Dossier réalisé par : Docteur A. Gueudet médecin du travail
Mise à jour Docteur H. Carlier médecin du travail

 Les établissements de santé, qu'ils soient publics ou privés, ont pour buts : les examens de diagnostic ainsi que le traitement et la surveillance des malades.

Leur caractéristique est qu'ils s'occupent de l'homme.

Cela donne à leurs emplois une dimension morale et philosophique particulière et procure aux personnes qui y travaillent, par interactions, des retentissements psychologiques et une charge mentale importants.

Outre ces composantes inhabituelles, les risques sont présents : qu'ils soient chimiques, physiques, essentiellement par rayonnements, infectieux, ou accidentels.

Sommaire

Risque chimique en établissements de santé

Circonstances de survenue

Les établissements de santé utilisent de très nombreux produits chimiques.
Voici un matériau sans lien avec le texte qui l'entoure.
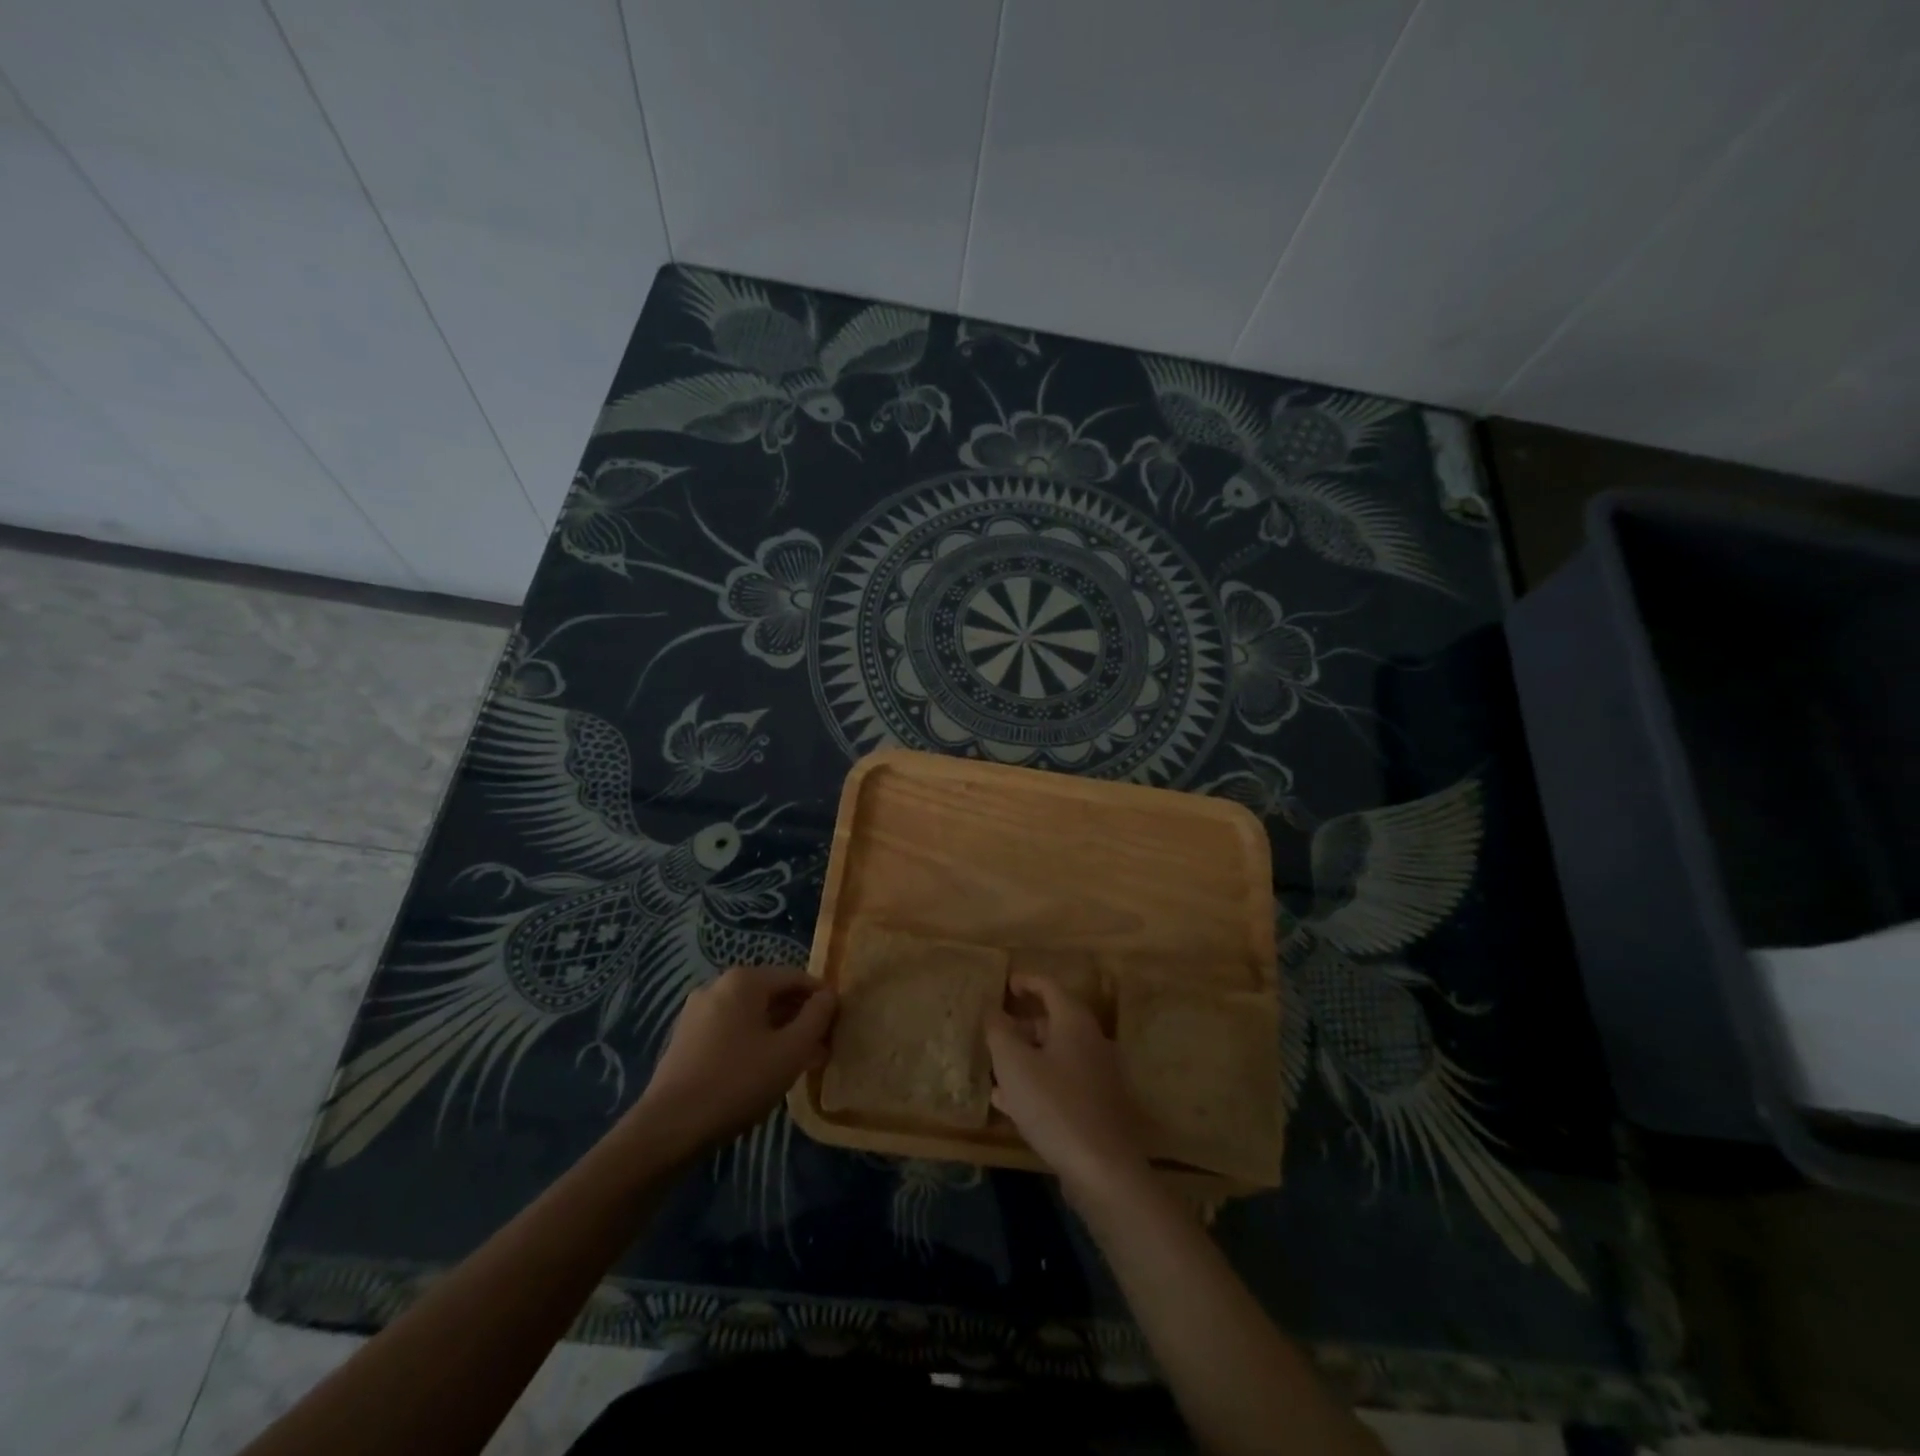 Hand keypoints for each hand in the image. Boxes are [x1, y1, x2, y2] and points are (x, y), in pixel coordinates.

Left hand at [634, 965, 835, 1154]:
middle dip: (800, 1018)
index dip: (822, 999)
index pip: (796, 977)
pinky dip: (753, 1041)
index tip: (838, 1025)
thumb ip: (817, 1017)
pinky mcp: (685, 1038)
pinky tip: (762, 1070)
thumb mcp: (791, 1050)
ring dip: (778, 1032)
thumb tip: (829, 995)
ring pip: (751, 1014)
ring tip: (797, 1063)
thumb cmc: (738, 1082)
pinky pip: (731, 1029)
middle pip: (772, 994)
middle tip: (821, 1048)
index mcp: (744, 980)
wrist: (669, 1128)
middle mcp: (718, 985)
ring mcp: (697, 1011)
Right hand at [986, 973, 1149, 1200]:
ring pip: (1056, 1054)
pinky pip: (1063, 1082)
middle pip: (1054, 1021)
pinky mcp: (1098, 1105)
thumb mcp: (1014, 1065)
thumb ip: (999, 1032)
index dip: (1026, 982)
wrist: (1103, 1168)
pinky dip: (1038, 1082)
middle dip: (1023, 1025)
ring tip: (997, 1070)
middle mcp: (1092, 1041)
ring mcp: (1099, 1074)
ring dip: (1027, 1057)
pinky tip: (1012, 1103)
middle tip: (996, 1032)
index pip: (1049, 987)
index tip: (1006, 984)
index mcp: (1074, 1022)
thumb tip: (993, 1010)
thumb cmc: (1054, 1105)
  • Dans les services de soins : pour le traitement des malades, comme lors du nettoyage et de la désinfection des locaux, ou des instruments.
  • Ainsi que lors des activités techniques : des laboratoires d'analyses, à l'imagerie médicale.

La pénétration du toxique dans l'organisme se fait surtout par la respiration, par la peau, mais aussi lors du port des mains souillées à la bouche.

Nature du risque

Dans les services de soins, le risque chimique vient des médicaments :

  • Par exemple, l'utilisation de certains antibiotiques, tels la pénicilline, la streptomycine, les céphalosporines, peut être le point de départ d'allergies.

D'autres substances sont à noter,

  • comme les gaz anesthésiques au bloc opératoire ou en salle de réveil ; ainsi que les produits anticancéreux (cytotoxiques).

Mais il vient aussi de l'utilisation

  • des antiseptiques, des désinfectants, souvent à base d'aldéhydes et de dérivés chlorés ; ainsi que des produits de stérilisation à froid tel l'oxyde d'éthylène, l'acide peracétique.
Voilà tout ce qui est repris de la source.